Quaderni giapponesi. Moga, Mobo, Mostri / Igort. Quartu Sant'Elena: Oblomov Edizioni, 2020.
Con questo terzo volume della serie dei Quaderni giapponesi (di cui erano già usciti il primo volume con Coconino Press e il secondo con Oblomov, la casa editrice fondata dallo stesso Igort), l'autore cagliaritano continua a farci scoprire i recessi meno noti della cultura giapponese, andando ben al di là dell'immagine stereotipata del Giappone che molte altre fonti occidentali privilegiano e ci propongono.
Come sa chi legge questo blog, il Giappone mi affascina particolarmente e buona parte del fascino risiede nelle sue profonde contraddizioni e soprattutto in una cultura e una società che solo apparentemente assomigliano a quelle occidentali, ma che invece hanno caratteristiche profondamente diverse al punto da risultare quasi incomprensibili a chi non vi appartiene.
Igort deve alla lunga frequentazione con il Giappone e con i giapponesi - e ad una passione smodata per questa cultura - una conoscenza non solo ampia e approfondita, ma anche ricca di sfaccettature e di contenuti.
In questo terzo volume, Moga, Mobo, Mostri, il fumettista si addentra nei meandri più oscuri di questa cultura, facendoci conoscere alcuni fumettisti e artisti giapponesi affascinati dal mondo del macabro e dell'osceno, e per questo da un lato tenuti ai margini della scena mainstream che spesso li ha disconosciuti e censurati, dall'altro lato diventati dei veri e propri cult all'interno di alcune nicchie sia all'interno del proprio paese che all'estero.
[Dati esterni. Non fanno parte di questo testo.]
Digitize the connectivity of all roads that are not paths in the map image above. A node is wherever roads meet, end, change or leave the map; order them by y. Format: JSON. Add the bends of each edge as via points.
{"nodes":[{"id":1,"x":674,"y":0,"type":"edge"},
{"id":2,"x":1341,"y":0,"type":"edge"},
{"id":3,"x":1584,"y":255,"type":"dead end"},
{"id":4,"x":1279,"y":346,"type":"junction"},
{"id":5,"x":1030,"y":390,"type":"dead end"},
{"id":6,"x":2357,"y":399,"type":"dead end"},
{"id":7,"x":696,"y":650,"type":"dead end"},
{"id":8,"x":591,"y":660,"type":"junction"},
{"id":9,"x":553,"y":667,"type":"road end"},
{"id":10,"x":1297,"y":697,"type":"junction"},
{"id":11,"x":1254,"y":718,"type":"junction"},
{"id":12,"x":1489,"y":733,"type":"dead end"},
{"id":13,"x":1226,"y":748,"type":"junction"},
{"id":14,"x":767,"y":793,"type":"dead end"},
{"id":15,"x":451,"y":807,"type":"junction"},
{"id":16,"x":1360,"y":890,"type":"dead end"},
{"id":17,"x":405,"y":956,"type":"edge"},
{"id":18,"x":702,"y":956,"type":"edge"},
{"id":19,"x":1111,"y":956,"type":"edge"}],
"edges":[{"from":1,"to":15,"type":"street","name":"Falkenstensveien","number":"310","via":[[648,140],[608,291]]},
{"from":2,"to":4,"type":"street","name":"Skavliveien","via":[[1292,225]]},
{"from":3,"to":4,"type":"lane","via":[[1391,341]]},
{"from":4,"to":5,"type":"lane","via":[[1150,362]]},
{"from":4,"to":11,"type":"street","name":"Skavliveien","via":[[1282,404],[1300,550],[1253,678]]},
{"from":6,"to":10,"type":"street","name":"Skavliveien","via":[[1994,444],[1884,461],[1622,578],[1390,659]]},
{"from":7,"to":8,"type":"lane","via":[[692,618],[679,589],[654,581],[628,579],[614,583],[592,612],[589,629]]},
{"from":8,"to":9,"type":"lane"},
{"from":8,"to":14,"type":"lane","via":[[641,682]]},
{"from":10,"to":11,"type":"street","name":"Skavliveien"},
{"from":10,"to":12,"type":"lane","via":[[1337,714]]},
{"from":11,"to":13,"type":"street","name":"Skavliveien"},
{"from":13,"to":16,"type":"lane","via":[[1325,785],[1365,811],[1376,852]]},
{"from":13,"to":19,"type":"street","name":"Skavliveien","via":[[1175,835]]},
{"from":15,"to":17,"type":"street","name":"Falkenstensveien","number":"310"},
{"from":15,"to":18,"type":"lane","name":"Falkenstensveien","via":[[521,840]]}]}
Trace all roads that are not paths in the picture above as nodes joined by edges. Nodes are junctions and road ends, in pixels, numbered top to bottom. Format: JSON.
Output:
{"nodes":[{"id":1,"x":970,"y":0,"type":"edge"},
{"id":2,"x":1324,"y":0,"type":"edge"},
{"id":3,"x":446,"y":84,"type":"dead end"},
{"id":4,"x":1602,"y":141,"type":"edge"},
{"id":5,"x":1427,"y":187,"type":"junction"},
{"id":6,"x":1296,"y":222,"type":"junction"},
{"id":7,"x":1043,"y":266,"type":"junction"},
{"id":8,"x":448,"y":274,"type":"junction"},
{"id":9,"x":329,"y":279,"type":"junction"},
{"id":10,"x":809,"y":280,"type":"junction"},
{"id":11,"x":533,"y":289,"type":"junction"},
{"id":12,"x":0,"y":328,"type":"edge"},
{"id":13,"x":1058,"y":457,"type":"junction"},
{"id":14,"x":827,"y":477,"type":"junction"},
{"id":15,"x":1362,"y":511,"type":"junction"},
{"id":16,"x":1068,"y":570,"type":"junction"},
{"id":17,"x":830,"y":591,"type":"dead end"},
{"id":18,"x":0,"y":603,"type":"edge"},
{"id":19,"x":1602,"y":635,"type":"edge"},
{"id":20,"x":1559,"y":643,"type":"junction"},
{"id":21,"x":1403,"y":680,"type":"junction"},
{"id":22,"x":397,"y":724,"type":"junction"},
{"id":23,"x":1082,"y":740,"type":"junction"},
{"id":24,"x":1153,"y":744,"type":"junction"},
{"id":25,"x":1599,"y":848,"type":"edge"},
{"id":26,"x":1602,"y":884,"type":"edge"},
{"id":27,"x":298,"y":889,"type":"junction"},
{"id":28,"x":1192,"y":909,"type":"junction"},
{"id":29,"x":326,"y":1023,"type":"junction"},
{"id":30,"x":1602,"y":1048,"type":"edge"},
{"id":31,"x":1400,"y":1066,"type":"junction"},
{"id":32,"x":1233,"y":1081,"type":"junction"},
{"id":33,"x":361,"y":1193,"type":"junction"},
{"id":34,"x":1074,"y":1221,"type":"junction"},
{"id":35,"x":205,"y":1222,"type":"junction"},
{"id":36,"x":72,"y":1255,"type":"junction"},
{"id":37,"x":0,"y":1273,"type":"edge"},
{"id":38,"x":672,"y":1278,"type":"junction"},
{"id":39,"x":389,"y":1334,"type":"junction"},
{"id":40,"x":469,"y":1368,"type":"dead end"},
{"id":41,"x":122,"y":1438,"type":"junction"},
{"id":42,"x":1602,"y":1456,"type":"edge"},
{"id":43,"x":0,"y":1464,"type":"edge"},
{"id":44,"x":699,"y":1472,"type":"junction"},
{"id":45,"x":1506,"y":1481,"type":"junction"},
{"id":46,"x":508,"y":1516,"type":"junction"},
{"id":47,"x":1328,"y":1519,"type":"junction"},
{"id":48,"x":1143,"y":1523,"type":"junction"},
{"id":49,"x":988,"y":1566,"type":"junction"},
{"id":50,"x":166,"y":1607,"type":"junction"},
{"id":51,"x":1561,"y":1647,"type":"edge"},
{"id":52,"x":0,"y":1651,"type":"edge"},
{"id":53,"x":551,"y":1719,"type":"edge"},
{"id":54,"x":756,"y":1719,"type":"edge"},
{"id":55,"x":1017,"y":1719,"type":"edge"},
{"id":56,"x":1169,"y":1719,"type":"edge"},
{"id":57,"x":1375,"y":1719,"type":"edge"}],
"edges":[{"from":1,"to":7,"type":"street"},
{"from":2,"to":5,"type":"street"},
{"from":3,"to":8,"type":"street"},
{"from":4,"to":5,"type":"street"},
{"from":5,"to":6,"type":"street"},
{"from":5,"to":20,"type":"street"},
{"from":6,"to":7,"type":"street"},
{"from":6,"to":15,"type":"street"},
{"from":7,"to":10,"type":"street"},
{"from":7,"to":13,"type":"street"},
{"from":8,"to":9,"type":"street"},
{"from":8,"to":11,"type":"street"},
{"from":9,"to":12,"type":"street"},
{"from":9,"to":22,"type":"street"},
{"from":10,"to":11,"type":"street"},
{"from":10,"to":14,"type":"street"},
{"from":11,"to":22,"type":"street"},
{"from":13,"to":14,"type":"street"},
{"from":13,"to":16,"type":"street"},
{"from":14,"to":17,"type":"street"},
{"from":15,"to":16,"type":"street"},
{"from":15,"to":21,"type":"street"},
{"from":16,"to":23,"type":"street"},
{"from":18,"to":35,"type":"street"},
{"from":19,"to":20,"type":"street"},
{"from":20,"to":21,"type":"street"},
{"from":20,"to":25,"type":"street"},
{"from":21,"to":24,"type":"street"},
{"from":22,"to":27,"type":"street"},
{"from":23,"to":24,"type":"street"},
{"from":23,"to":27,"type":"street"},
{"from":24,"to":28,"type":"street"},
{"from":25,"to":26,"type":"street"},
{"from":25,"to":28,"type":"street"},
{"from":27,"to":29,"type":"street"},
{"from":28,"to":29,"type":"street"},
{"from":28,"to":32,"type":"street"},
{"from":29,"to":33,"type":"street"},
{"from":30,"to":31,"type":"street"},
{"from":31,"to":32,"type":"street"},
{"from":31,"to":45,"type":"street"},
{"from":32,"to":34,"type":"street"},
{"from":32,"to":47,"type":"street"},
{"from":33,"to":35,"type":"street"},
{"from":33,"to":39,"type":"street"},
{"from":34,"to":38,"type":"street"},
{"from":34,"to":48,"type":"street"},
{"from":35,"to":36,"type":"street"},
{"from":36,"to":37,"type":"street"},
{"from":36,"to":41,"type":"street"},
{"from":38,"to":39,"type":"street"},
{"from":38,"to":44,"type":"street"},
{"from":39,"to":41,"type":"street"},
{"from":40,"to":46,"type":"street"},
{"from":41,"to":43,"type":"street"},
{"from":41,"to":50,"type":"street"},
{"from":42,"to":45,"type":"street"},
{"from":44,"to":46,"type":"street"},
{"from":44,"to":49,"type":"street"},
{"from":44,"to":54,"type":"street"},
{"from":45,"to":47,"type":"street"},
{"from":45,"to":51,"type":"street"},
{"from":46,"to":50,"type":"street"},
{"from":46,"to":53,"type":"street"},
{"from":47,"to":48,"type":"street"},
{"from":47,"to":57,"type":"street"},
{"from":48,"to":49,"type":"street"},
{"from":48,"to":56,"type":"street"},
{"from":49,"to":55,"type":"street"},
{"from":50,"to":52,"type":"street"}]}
Si tratta di nomi per me sconosciuti, alcuni appartenenti al passato, altri contemporanei (e incontrati dallo stesso Igort), di cui l'autore ci svela storia, aneddoti, complessità, e ci fa conoscere l'arte offrendoci anche dei saggi visivi, ossia delle sue reintepretazioni di loro opere o dei disegni ispirati al loro stile.
E, man mano che si procede in questa carrellata nel tempo, Igort ci rivela connessioni tra passato e presente, tra Oriente e Occidente, ed emerge prepotentemente la tensione sempre presente nella cultura giapponese tra un'apparenza molto pudica e puritana e un movimento più o meno sotterraneo di esplorazione delle perversioni e del limite, frutto di un rimosso collettivo che pesa come un macigno sui giapponesi, ma che trova - forse proprio per questo - strade e forme impensabili per il mondo occidentale.
Nel racconto Igort è attento però anche a mostrarci come in tutti gli aspetti della cultura giapponese, anche quelli underground e più ai margini, il legame con la tradizione resti forte, aiutandoci così a comprendere e a interpretare meglio cose che altrimenti valuteremmo - sbagliando - solo con i nostri parametri occidentali.
Mi pare che con questo terzo albo della serie, che conferma la scelta di uno stile originale fatto di una mescolanza di contenuti diversi (disegni raffinatissimi, schizzi, appunti, fotografie e materiali i più vari) - stile che si ritrova anche nel recente Kokoro -, l'autore dimostri - una volta di più se ce ne fosse stato bisogno - di essere una delle voci (e delle matite e penne) più interessanti per tutti coloro che vogliano addentrarsi in maniera consapevole nella complessità del mondo giapponese.